[[ Study material open ]]

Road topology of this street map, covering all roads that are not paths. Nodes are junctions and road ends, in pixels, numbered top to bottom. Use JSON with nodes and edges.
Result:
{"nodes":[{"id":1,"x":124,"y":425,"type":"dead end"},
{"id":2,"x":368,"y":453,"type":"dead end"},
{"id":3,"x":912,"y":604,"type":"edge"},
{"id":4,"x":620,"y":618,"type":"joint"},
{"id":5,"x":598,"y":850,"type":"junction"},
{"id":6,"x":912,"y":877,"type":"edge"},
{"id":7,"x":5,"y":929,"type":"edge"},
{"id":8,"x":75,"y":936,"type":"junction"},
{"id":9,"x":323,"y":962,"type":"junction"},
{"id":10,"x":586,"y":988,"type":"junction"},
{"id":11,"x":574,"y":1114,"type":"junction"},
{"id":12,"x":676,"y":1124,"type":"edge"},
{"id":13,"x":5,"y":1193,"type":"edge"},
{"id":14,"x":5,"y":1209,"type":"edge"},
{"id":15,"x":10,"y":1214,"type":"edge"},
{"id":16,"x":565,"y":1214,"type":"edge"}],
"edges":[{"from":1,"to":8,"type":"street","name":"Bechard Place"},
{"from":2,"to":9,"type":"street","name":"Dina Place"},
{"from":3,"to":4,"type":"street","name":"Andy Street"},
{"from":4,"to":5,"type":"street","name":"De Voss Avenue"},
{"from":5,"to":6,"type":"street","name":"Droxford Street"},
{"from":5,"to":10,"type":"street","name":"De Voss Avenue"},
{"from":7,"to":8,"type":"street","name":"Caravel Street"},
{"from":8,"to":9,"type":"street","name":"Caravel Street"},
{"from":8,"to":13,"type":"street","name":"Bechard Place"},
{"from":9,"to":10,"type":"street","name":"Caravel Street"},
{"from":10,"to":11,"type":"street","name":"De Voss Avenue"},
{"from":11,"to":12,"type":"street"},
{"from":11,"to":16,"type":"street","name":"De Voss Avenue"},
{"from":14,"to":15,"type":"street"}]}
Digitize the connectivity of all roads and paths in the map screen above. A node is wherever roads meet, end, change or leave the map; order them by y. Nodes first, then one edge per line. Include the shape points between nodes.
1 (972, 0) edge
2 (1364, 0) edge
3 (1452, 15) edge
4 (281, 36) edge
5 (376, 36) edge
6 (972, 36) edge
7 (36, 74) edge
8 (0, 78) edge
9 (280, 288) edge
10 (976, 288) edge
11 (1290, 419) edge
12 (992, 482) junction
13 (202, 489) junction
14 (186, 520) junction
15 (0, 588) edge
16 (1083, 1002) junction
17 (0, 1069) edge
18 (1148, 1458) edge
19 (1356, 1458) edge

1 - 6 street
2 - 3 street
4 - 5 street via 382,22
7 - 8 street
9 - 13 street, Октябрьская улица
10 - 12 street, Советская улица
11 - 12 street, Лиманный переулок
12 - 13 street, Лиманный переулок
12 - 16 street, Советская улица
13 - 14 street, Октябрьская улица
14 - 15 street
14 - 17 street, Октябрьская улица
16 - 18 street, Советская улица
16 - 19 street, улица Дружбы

[[ Study material closed ]]

#### Exercise prompt:
Set down the records again, exactly.

#### Output of the exercise:
Road topology of this street map, covering all roads that are not paths. Nodes are junctions and road ends, in pixels, numbered top to bottom. Use JSON with nodes and edges.
Result:
{"nodes":[{"id":1,"x":124,"y":425,"type":"dead end"},
{"id":2,"x":368,"y":453,"type":"dead end"},
{"id":3,"x":912,"y":604,"type":"edge"},
{"id":4,"x":620,"y":618,"type":"joint"},
{"id":5,"x":598,"y":850,"type":"junction"},
{"id":6,"x":912,"y":877,"type":"edge"},
{"id":7,"x":5,"y":929,"type":"edge"},
{"id":8,"x":75,"y":936,"type":"junction"},
{"id":9,"x":323,"y":962,"type":"junction"},
{"id":10,"x":586,"y":988,"type":"junction"},
{"id":11,"x":574,"y":1114,"type":"junction"},
{"id":12,"x":676,"y":1124,"type":"edge"},
{"id":13,"x":5,"y":1193,"type":"edge"},
{"id":14,"x":5,"y":1209,"type":"edge"},
{"id":15,"x":10,"y":1214,"type":"edge"},
{"id":16,"x":565,"y":1214,"type":"edge"}],
"edges":[{"from":1,"to":8,"type":"street","name":"Bechard Place"},
{"from":2,"to":9,"type":"street","name":"Dina Place"},
{"from":3,"to":4,"type":"street","name":"Andy Street"},
{"from":4,"to":5,"type":"street","name":"De Voss Avenue"},
{"from":5,"to":6,"type":"street","name":"Droxford Street"},
{"from":5,"to":10,"type":"street","name":"De Voss Avenue"},
{"from":7,"to":8,"type":"street","name":"Caravel Street"},
{"from":8,"to":9,"type":"street","name":"Caravel Street"},
{"from":8,"to":13,"type":"street","name":"Bechard Place"},
{"from":9,"to":10,"type":"street","name":"Caravel Street"},
{"from":10,"to":11,"type":"street","name":"De Voss Avenue"},
{"from":11,"to":12,"type":"street"},
{"from":11,"to":16,"type":"street","name":"De Voss Avenue"},
{"from":14,"to":15,"type":"street"}]}
Digitize the connectivity of all roads and paths in the map screen above. A node is wherever roads meet, end, change or leave the map; order them by y. Nodes first, then one edge per line. Include the shape points between nodes.
1 (972, 0) edge
2 (1364, 0) edge
3 (1452, 15) edge
4 (281, 36) edge
5 (376, 36) edge
6 (972, 36) edge
7 (36, 74) edge
8 (0, 78) edge
9 (280, 288) edge
10 (976, 288) edge
11 (1290, 419) edge
12 (992, 482) junction
13 (202, 489) junction
14 (186, 520) junction
15 (0, 588) edge
16 (1083, 1002) junction
17 (0, 1069) edge
18 (1148, 1458) edge
19 (1356, 1458) edge

1 - 6 street
2 - 3 street
4 - 5 street via 382,22
7 - 8 street
9 - 13 street, Октябрьская улица
10 - 12 street, Советская улица
11 - 12 street, Лиманный переулок
12 - 13 street, Лиманный переулок
12 - 16 street, Советская улица
13 - 14 street, Октябрьская улица
14 - 15 street
14 - 17 street, Октябрьская улица
16 - 18 street, Советская улица
16 - 19 street, улица Дружбы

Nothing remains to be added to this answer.